Considerate le dimensioni dell’operazione, soprattutto se paragonata alla relativamente modesta acquisizione di Remexian avvenuta alla fine dello scorso anno, non sorprende che l’accordo di Sanity abbia catturato l’attenzione del mercato, alimentando ferventi speculazioni sul fatto che questo possa essere il primo tassello di una tanto attesa ondata di consolidamento in tutto il continente.
Tuttavia, Organigram non è l’unica azienda nordamericana con ingenti risorse finanziarie a puntare sul settore medico europeo in rapida espansione. Diversi leader globali con anni di esperienza in questi mercati stanno già rafforzando la propria posizione all’estero, spinti da un più ampio cambiamento nelle dinamiche di mercato.

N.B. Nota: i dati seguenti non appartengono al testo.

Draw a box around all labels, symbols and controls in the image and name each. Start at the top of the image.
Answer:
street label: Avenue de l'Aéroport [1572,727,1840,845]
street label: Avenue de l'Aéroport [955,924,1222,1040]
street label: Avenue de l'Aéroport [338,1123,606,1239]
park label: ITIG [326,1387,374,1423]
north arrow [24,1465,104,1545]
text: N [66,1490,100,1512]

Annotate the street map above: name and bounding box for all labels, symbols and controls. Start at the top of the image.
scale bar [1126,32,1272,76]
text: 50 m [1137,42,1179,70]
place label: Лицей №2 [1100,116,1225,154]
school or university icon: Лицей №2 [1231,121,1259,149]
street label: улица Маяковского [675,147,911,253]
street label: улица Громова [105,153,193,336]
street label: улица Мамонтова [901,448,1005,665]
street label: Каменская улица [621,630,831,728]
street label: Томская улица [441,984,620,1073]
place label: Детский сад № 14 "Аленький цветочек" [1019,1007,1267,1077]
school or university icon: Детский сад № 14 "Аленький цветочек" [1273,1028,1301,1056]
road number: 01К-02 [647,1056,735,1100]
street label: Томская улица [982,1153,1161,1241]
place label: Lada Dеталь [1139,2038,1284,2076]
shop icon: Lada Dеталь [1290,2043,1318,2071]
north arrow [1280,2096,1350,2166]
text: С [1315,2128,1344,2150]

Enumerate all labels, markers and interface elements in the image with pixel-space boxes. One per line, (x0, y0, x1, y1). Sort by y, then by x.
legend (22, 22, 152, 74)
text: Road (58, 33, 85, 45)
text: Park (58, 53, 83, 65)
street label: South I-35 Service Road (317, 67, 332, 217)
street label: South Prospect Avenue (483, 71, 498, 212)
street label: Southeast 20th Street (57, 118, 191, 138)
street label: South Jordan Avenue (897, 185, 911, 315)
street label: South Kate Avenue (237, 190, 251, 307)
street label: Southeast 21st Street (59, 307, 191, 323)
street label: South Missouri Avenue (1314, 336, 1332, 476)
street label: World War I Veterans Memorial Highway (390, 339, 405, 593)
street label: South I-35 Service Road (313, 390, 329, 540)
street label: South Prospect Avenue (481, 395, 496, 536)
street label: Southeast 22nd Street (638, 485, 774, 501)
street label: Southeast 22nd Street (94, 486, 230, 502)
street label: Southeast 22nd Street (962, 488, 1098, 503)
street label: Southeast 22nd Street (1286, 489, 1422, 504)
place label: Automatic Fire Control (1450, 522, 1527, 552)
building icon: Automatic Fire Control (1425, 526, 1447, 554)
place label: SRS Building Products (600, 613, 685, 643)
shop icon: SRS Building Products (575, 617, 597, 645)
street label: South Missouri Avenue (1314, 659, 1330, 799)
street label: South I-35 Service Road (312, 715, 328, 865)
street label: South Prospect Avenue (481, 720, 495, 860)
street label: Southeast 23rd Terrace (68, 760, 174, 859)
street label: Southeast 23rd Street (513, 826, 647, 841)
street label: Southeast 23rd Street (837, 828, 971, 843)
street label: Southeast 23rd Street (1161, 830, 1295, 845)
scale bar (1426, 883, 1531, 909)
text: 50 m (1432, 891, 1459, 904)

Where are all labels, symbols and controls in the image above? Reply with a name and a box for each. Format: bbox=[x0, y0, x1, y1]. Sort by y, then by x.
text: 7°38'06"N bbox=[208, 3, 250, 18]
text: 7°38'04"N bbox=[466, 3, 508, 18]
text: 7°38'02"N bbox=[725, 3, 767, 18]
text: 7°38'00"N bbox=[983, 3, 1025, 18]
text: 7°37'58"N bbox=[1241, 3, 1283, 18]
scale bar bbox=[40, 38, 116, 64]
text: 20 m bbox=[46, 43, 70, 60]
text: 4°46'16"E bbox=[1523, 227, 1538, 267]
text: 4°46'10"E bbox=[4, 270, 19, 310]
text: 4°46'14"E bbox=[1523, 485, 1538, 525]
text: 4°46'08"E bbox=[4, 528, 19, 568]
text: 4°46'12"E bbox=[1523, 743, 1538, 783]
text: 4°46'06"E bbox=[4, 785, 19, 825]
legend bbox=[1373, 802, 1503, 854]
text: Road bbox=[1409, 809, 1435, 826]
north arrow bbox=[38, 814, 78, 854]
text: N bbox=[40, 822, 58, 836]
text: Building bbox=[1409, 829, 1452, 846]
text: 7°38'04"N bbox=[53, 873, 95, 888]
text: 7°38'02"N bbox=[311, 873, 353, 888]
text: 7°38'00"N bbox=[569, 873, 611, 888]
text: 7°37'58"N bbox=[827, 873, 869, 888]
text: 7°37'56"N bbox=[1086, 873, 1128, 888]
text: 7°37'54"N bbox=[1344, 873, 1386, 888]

Il mercato nordamericano della cannabis rimane di gran lunga il più grande al mondo, ma la sua storia di crescita è cambiata. Quello che un tempo era un settore ad alto margine, trainato dall’espansione, si è evoluto in un ambiente sensibile ai prezzi e caratterizzato da un’offerta eccessiva, dove gli operatori lottano per ottenere piccoli incrementi di profitto.
Dinamiche globali in evoluzione
In Canada, le vendite al dettaglio hanno raggiunto i 477,9 milioni di dollari nel novembre 2025, con un aumento di quasi il 5% su base annua. Tuttavia, questa crescita maschera una persistente pressione strutturale. Dalla legalizzazione nel 2018, l’indice dei prezzi al consumo per la cannabis a scopo ricreativo è sceso da un valore di riferimento di 100 a 71,2 entro dicembre 2024, rappresentando un calo cumulativo di quasi il 29%.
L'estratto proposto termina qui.